Stored entries »
——
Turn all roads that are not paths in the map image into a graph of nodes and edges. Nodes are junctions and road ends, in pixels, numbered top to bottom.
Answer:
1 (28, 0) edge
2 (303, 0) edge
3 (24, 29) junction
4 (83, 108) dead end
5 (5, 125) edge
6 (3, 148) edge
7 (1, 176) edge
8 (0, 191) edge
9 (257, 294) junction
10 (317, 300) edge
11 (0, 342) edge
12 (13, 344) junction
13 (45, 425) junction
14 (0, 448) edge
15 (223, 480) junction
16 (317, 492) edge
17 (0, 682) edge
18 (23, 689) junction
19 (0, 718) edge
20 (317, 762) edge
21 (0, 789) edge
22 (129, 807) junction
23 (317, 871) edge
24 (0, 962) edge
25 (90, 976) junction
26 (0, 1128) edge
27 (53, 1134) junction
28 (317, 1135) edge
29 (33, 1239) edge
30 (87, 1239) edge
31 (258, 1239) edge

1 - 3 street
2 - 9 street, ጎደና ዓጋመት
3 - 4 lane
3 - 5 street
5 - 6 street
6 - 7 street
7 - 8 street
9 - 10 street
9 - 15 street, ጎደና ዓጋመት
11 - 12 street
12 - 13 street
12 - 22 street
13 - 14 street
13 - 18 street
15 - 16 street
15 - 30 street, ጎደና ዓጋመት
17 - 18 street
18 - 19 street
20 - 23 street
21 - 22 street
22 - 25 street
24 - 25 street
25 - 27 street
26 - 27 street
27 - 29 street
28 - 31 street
——
THE PROBLEM » Return all of the entries exactly as written.

EXPECTED OUTPUT »
Turn all roads that are not paths in the map image into a graph of nodes and edges. Nodes are junctions and road ends, in pixels, numbered top to bottom.
Answer:
1 (28, 0) edge
2 (303, 0) edge
3 (24, 29) junction
4 (83, 108) dead end
5 (5, 125) edge
6 (3, 148) edge
7 (1, 176) edge
8 (0, 191) edge
9 (257, 294) junction
10 (317, 300) edge
11 (0, 342) edge
12 (13, 344) junction
13 (45, 425) junction
14 (0, 448) edge
15 (223, 480) junction
16 (317, 492) edge
17 (0, 682) edge
18 (23, 689) junction
19 (0, 718) edge
20 (317, 762) edge
21 (0, 789) edge
22 (129, 807) junction
23 (317, 871) edge
24 (0, 962) edge
25 (90, 976) junction
26 (0, 1128) edge
27 (53, 1134) junction
28 (317, 1135) edge
29 (33, 1239) edge
30 (87, 1239) edge
31 (258, 1239) edge

1 - 3 street
2 - 9 street, ጎደና ዓጋመት
3 - 4 lane
3 - 5 street
5 - 6 street
6 - 7 street
7 - 8 street
9 - 10 street
9 - 15 street, ጎደና ዓጋመት
11 - 12 street
12 - 13 street
12 - 22 street
13 - 14 street
13 - 18 street
15 - 16 street
15 - 30 street, ጎደና ዓጋመት
17 - 18 street
18 - 19 street
20 - 23 street
21 - 22 street
22 - 25 street
24 - 25 street
25 - 27 street
26 - 27 street
27 - 29 street
28 - 31 street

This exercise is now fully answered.